Ascoltavate soltanto i dischi reggae più recenti o anche un po’ di vecchi dischi ska e Motown?

Ascoltavamo un po’ di ska quando eravamo mod, anche se allora eravamo interessati soprattutto al soul. Quando arrivai a Londra, il rocksteady era ancora popolare, ma poco dopo arrivò il reggae, e così quando mi recavo al negozio di Deptford compravo soprattutto dischi di questo genere.

La musica che ascoltavamo dipendeva pure dalle scelte dei DJ. Al Savoy Rooms mettevano gli ultimi singoli della Tamla Motown, ma si ascoltavano anche cose di successo più datate per accontentare il pubblico.

A un certo punto il soul si appesantì e divenne funk. Gli skinhead original apprezzavano questo genere?

Nel 1969, ricordo di aver comprato “Look Ka Py Py”, un singolo 7” proto-funk dei Meters di New Orleans. Per come la vedevo io, quello che facevano loro, ma anche James Brown, era semplicemente seguire il percorso che stava intraprendendo il soul meno ricercato.

In ogni caso, nove mesi più tardi tutta la faccenda skinhead andò in frantumi, e sono sicuro che alcuni siano diventati “funkettari”.

Desmond Dekker
Annuncio pubblicitario: Desmond Dekker al Savoy Rooms.

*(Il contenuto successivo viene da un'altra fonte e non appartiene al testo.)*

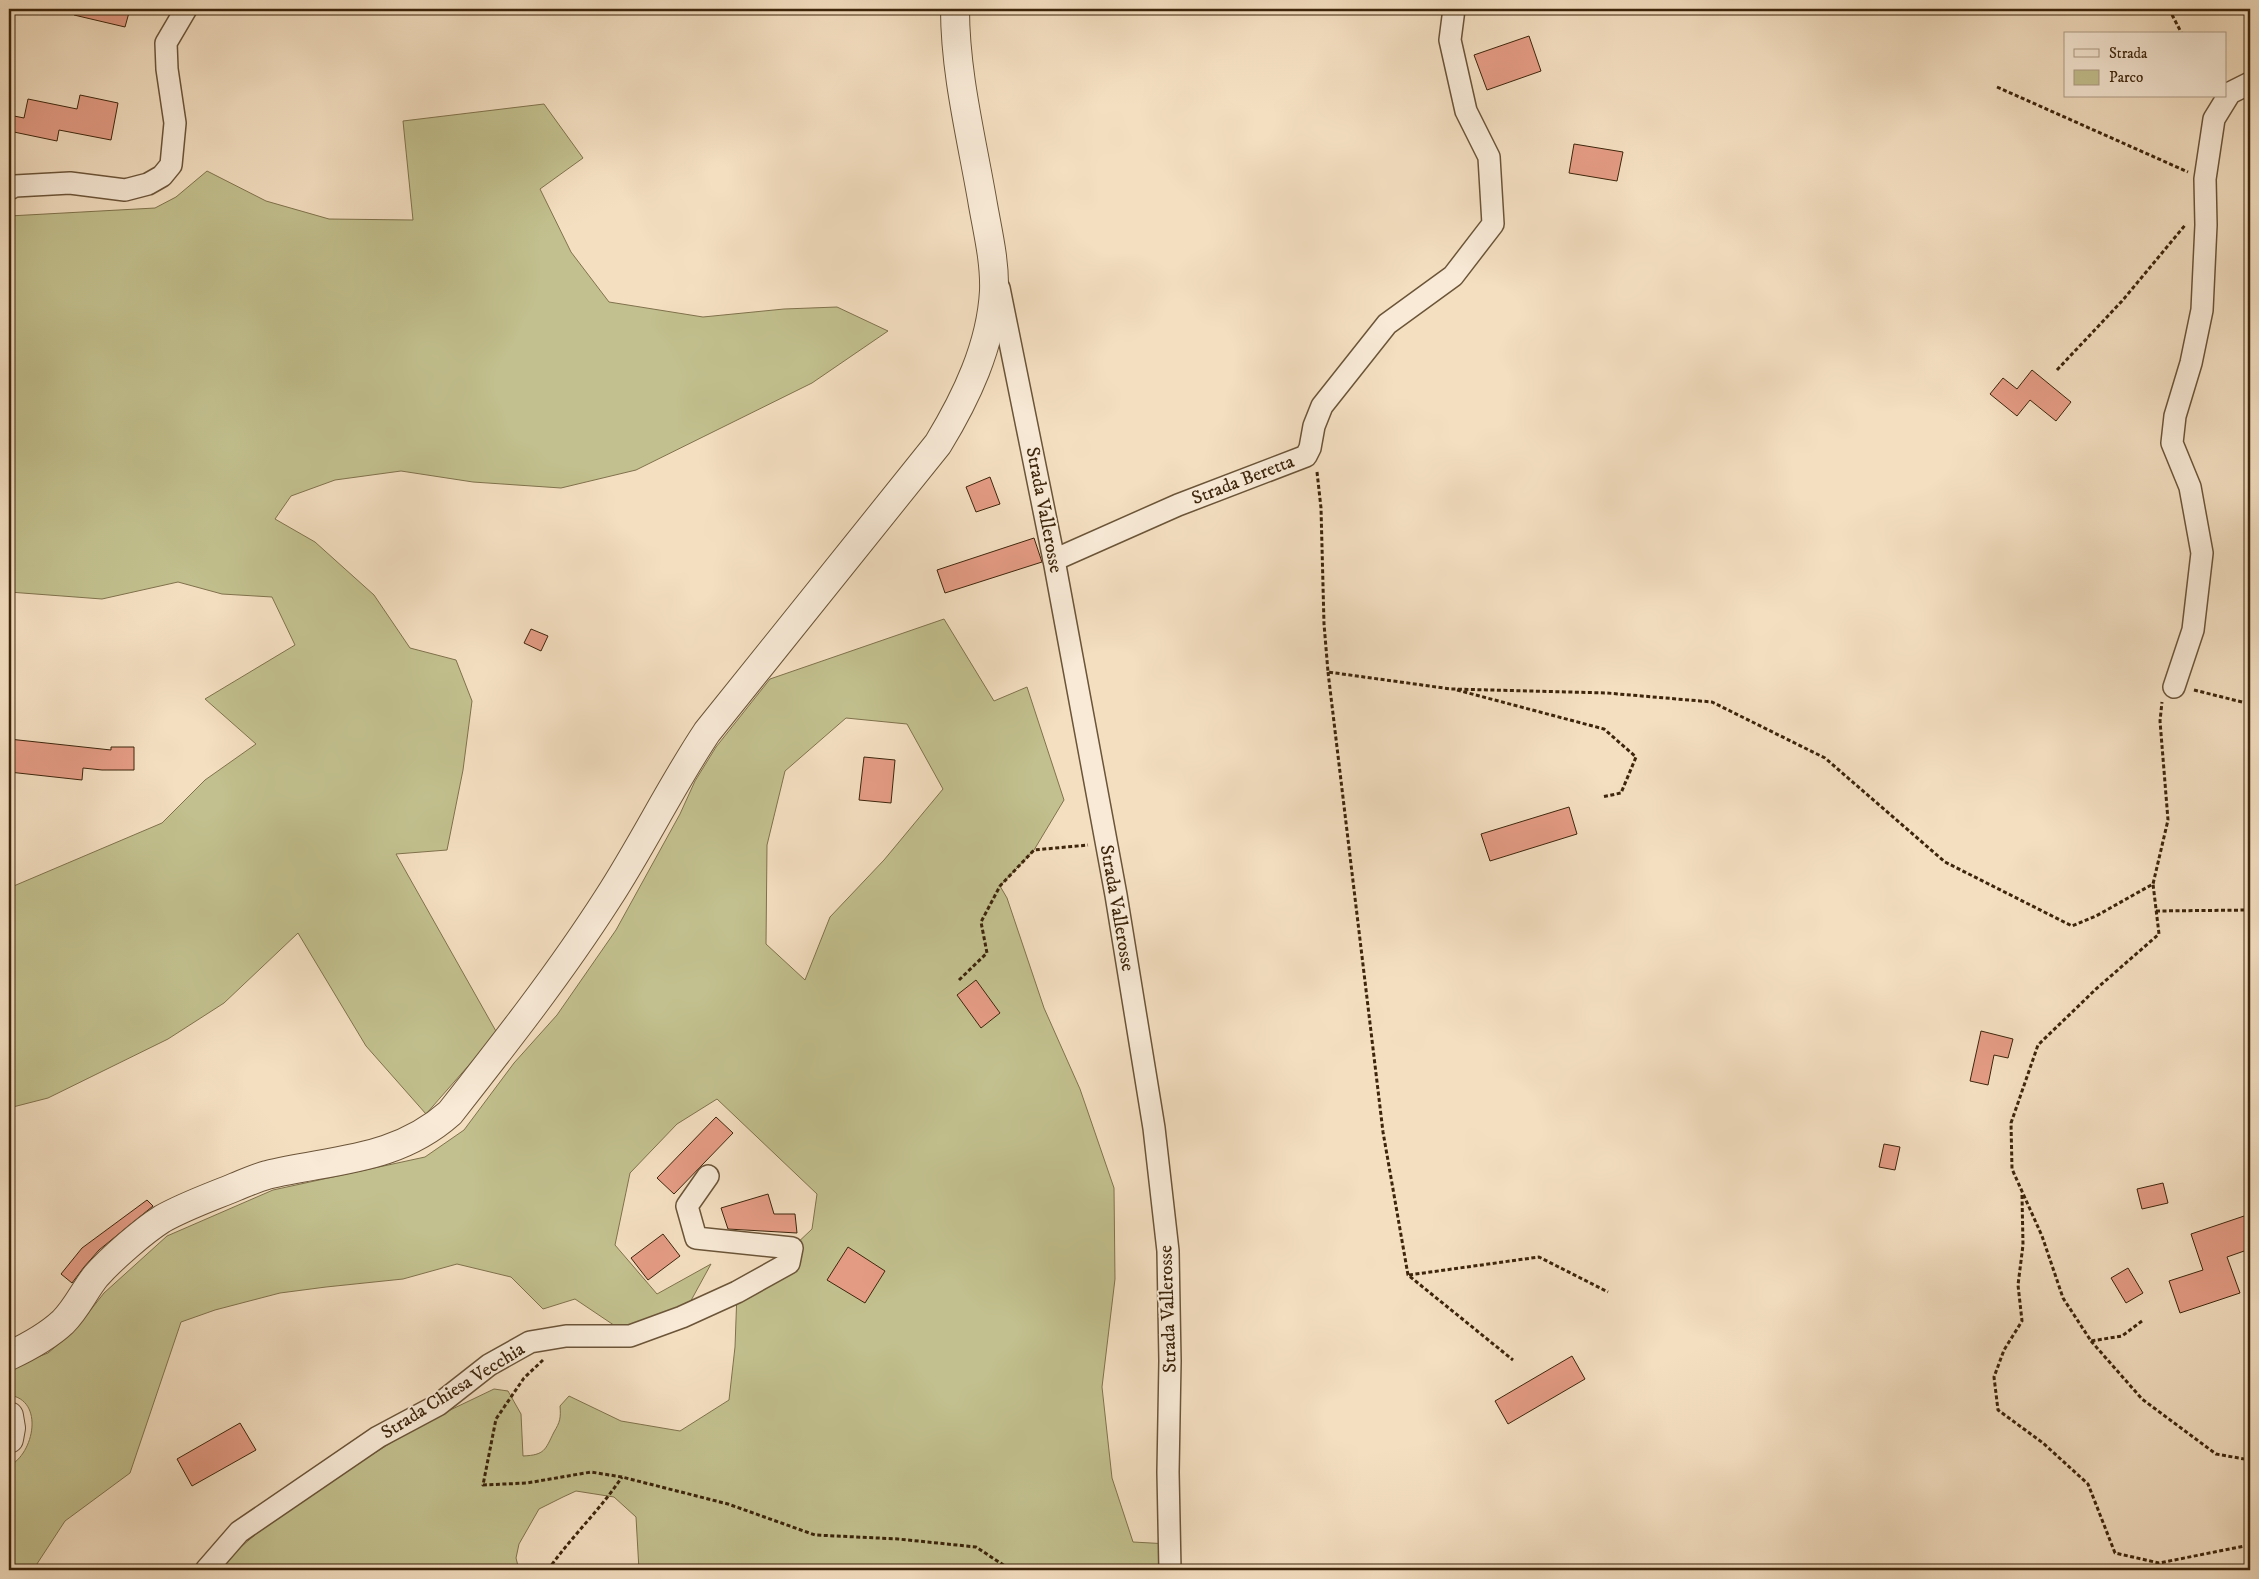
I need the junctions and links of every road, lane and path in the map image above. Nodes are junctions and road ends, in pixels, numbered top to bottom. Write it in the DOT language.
graph roads {
  1 [pos="186,9"];
  2 [pos="955,9"];
  3 [pos="1454,9"];
  4 [pos="2169,9"];
  5 [pos="2181,32"];
  6 [pos="2250,83"];
  7 [pos="1997,87"];
  8 [pos="2205,179"];
  9 [pos="9,189"];
  10 [pos="2205,200"];
  11 [pos="992,254"];
  12 [pos="2057,370"];
  13 [pos="1306,456"];
  14 [pos="1054,560"];
  15 [pos="1328,672"];
  16 [pos="2174,687"];
  17 [pos="1452,689"];
  18 [pos="2250,704"];
  19 [pos="1602,798"];
  20 [pos="1106,844"];
  21 [pos="2153,884"];
  22 [pos="2250,910"];
  23 [pos="2156,912"];
  24 [pos="959,980"];
  25 [pos="708,1176"];
  26 [pos="2022,1191"];
  27 [pos="1408,1275"];
  28 [pos="1608,1292"];
  29 [pos="2142,1321"];
  30 [pos="566,1336"];
  31 [pos="2091,1341"];
  32 [pos="9,1356"];
  33 [pos="1513,1360"];
  34 [pos="9,1416"];
  35 [pos="9,1439"];
  36 [pos="2250,1460"];
  37 [pos="622,1477"];
  38 [pos="2250,1544"];
  39 [pos="206,1570"];
  40 [pos="548,1570"];
  41 [pos="1011,1570"];
  42 [pos="1170,1570"];
  1 -- 9 [label="street"];
  2 -- 11 [label="street"];
  3 -- 13 [label="street, Strada Beretta"];
  4 -- 5 [label="path"];
  6 -- 8 [label="street"];
  7 -- 8 [label="path"];
  8 -- 10 [label="street"];
  10 -- 12 [label="path"];
  10 -- 16 [label="street"];
  11 -- 14 [label="street, Strada Vallerosse"];
  11 -- 32 [label="street"];
  13 -- 14 [label="street, Strada Beretta"];
  13 -- 15 [label="path"];
  14 -- 20 [label="street, Strada Vallerosse"];
  15 -- 17 [label="path"];
  15 -- 27 [label="path"];
  16 -- 18 [label="path"];
  16 -- 21 [label="path"];
  17 -- 19 [label="path"];
  17 -- 21 [label="path"];
  20 -- 24 [label="path"];
  20 -- 42 [label="street, Strada Vallerosse"];
  21 -- 23 [label="path"];
  22 -- 23 [label="path"];
  23 -- 26 [label="path"];
  25 -- 30 [label="street, Strada Chiesa Vecchia"];
  26 -- 31 [label="path"];
  26 -- 38 [label="path"];
  27 -- 28 [label="path"];
  27 -- 33 [label="path"];
  29 -- 31 [label="path"];
  30 -- 37 [label="path"];
  30 -- 39 [label="street, Strada Chiesa Vecchia"];
  31 -- 36 [label="path"];
  34 -- 35 [label="street"];
  37 -- 40 [label="path"];
  37 -- 41 [label="path"];
}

Fonte: G. Marshall, Spirit of ’69, cit.

I concerti erano una parte integrante dell’esperienza skinhead original?

Il concerto più importante a cui assistetti fu quello di Desmond Dekker al Daylight Inn di Petts Wood, lo stesso giorno in cui “Israelites” arrivò primo in classifica. In genere, però, la cultura skinhead era più incentrata sui dischi.

A volte, al Savoy Rooms, c’erano dei gruppi che suonavano dal vivo, ma la gente dopo un po’ si stufava di ascoltarli. Preferivamo i DJ perché potevano mettere i dischi in base alle nostre richieste.

Si dice spesso che gli skinhead smisero di seguire il reggae quando l’influenza rastafari divenne più forte e i testi iniziarono a rivolgersi apertamente al pubblico nero. È vero?

Al contrario, ci disinteressammo al reggae quando diventò troppo commerciale. Per me, un grosso segnale in tal senso fu quando Desmond Dekker smise di cantare in patois.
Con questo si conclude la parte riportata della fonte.